Delirium tremens

Belladonna off to shaky start with Tremors

The basic ingredients for drama are not hard to come by. All you really need are two actors in front of a group of people, with everything else — music, props, stage, — being gravy. The audience itself may not even be necessary, but then you get into one of those Zen situations: If actors perform in a forest and there’s no one around to applaud, should they take a bow? The other crucial element, of course, is practice, practice, practice. The new young theater group Belladonna Repertory makes an ambitious debut with its production Tremors, an evening of one-acts staged at Lademacher Performing Arts Center at the Atlanta International School. Tremors proves that the Belladonna group has enthusiasm to spare but needs some more experience for their grasp to meet their reach.

Each of Tremors’ short plays are two-actor studies, beginning with Leonard Melfi’s “Birdbath.” Set in New York in the early 1960s, “Birdbath” depicts two wounded souls turning to each other, as blue-collar poet Frankie (Frederick Sheldon) brings home the anxiety-ridden usherette Velma (Jocelyn Kuritsky). The play alternates from the romantic to the sinister, and you’re never sure if Frankie will prove a rough-hewn gentleman or a date rapist. And Velma has surprises of her own.

Kuritsky nicely conveys Velma’s nervousness and uptight body language, chattering about how she’s never received a Valentine’s card and lives with her domineering mother. Nevertheless, this particular actress, who would not look out of place on a fashion runway, isn’t 100 percent convincing in an ugly duckling role.

The second play, “Something in the Basement,” takes as a jumping-off point the cliché that wives forever send their husbands out of bed to investigate night-time noises in the cellar. But in Don Nigro’s script, the marriage of Philip (Terence Vallelunga) and Mary (Tiffany Dyer) is especially fraught due to their inability to bear a child. Mary is frigid, brittle and sarcastic, nastily needling her husband at every opportunity.

“Basement” contains interesting insights into a strained marriage and has some effectively pointed dialogue. But while Vallelunga and Dyer make a credibly bickering couple, the action grows tedious and repetitive as the basement becomes a Freudian, metaphorical place, not so much a room in a house as the representation of the hidden side of the psyche.

Tremors features two short sketches identified as “commercial breaks,” both written by Jason Munger. “Here and There’s” telephone conversation proves a frivolous exercise in semantics (“If you’re there you can’t be here”), but “GoodBoxes” is a more amusing argument as to whether or not boxes are as good as human beings.

The final play, Tom Eyen’s “The White Whore & The Bit Player,” would be unendurable without its flashes of coarse comedy. It offers a dialogue between two women, black-clad Lauan Ivey and white-wearing Tiffany Dyer, who may or may not be the same person, confined in a mental institution. Eyen’s play may take inspiration from the breakdown of movie star Frances Farmer, with both women ranting about the vicissitudes of their show business careers.

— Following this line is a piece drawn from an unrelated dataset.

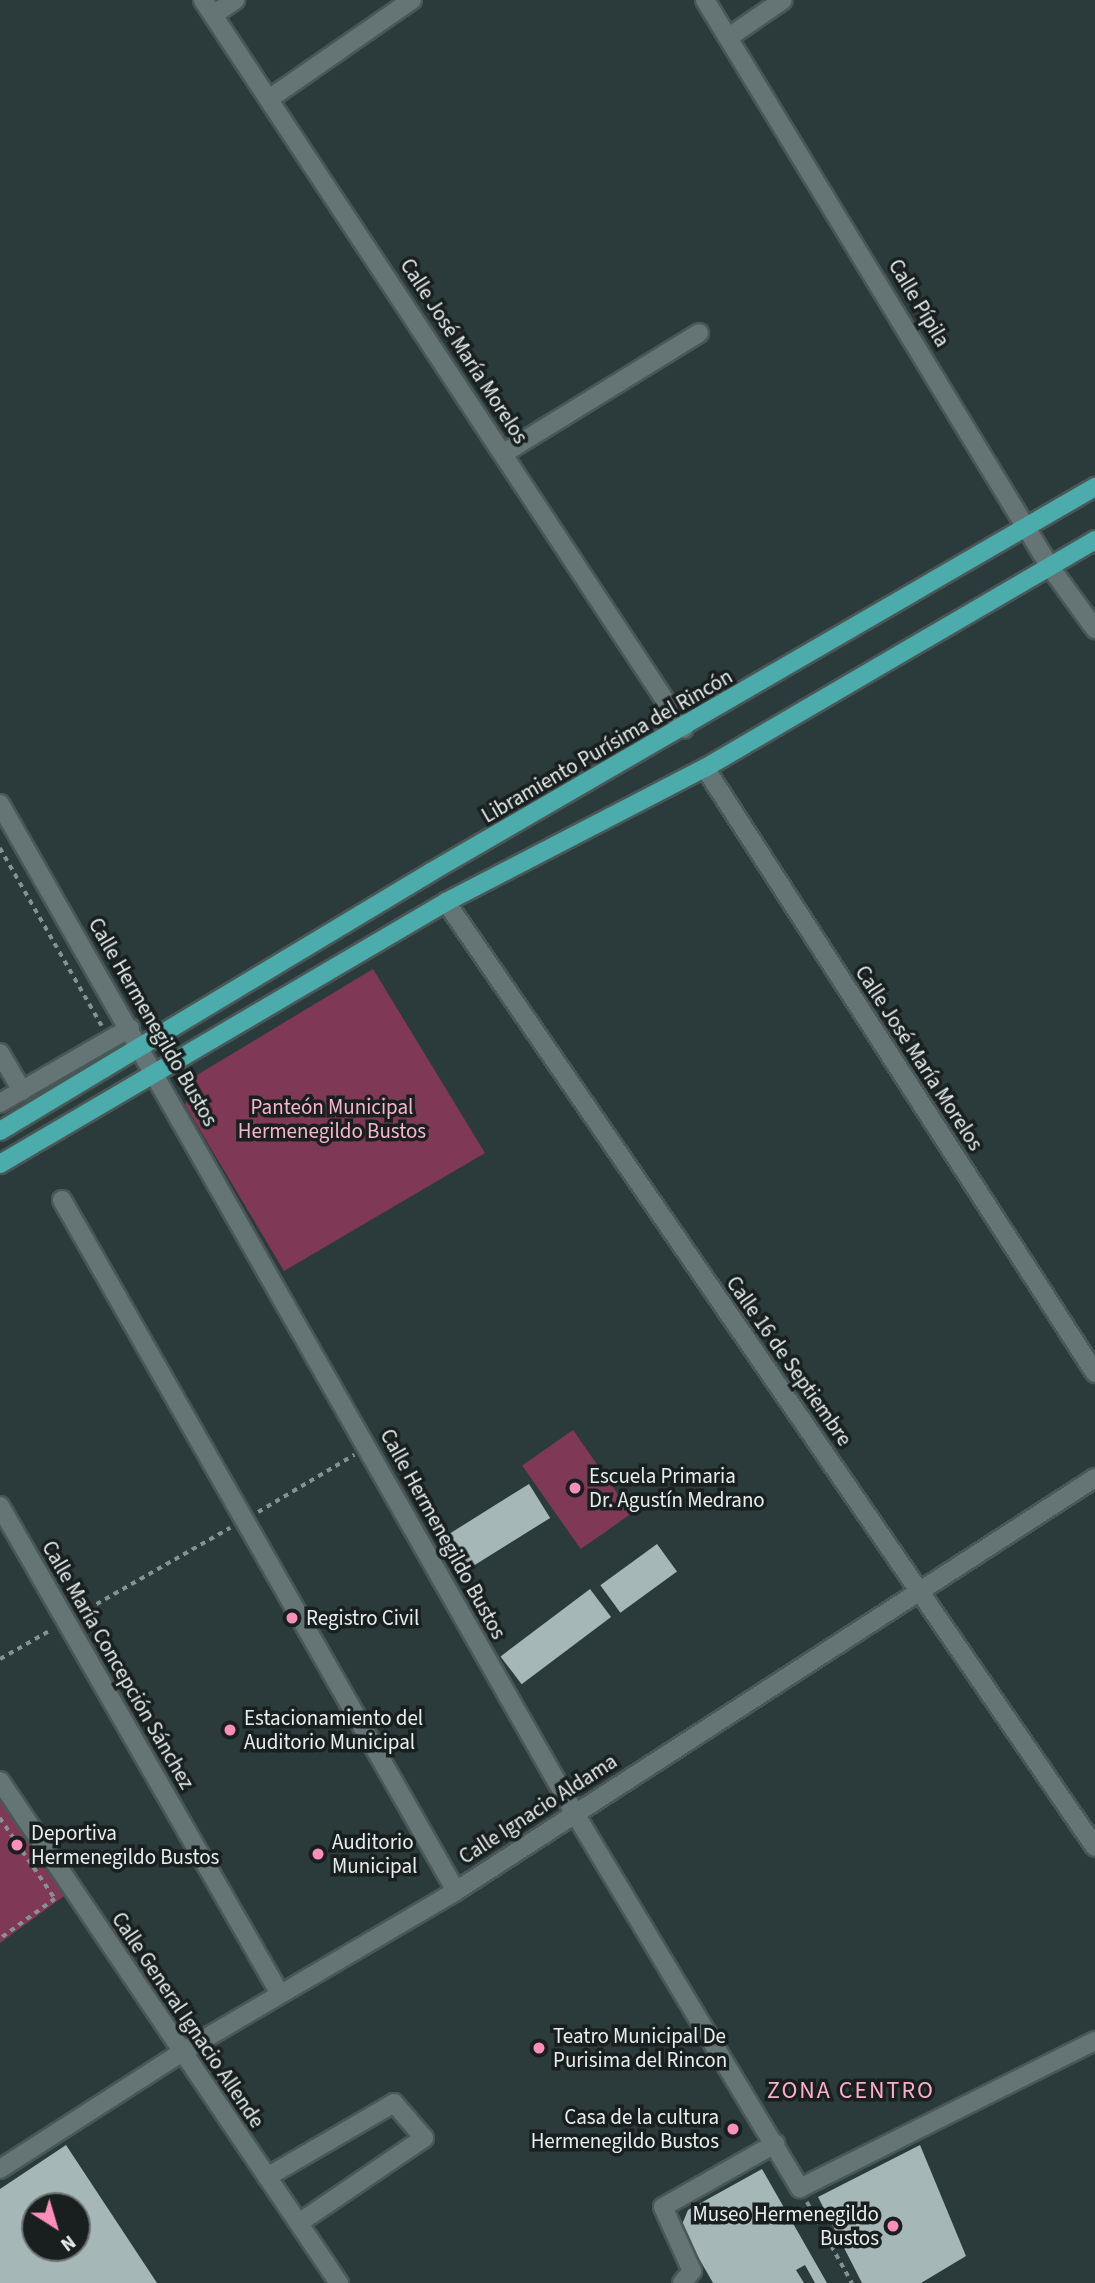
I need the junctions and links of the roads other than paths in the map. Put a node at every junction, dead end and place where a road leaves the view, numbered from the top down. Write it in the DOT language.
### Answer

“The White Whore” can be almost hilariously pretentious and self-conscious, with the actresses striking awkward poses, occasionally rolling their eyes skyward, crying to their mothers and spouting lines like, “Banging merrily against the penis-pendulum of time.” It contains some funny moments as they hark back to dreadful films about the Titanic and one titled The Pregnant Popette. But the two-bit religious imagery sinks the lively aspects, and even talk about “screwing” becomes boring after awhile.

The founders of Belladonna Repertory — Ivey, Dyer, Vallelunga and Kuritsky — each direct the different works and will benefit from the learning process of staging Tremors. Too often the production doesn’t tap the plays’ full possibilities for humor and tension, instead opting for standard-issue histrionics. The production has longer and more complicated set changes than it needs, and the plays are structured so that the intermission comes after well over an hour and a half.

The Lademacher Performing Arts Center is a relatively recent addition to the Atlanta International School, but proves a comfortable auditorium that’s small enough to maintain theatrical intimacy and a good place to see plays in the future. Tremors comes across as an apprenticeship production, but Belladonna Repertory has the potential to shake things up in the future.

Tremors plays through Aug. 13 at Lademacher Performing Arts Center, Atlanta International School, 2890 N. Fulton Drive, with performances at 8 p.m. Thurs.-Sat. and 7 p.m. Sun. $15. 404-870-5827.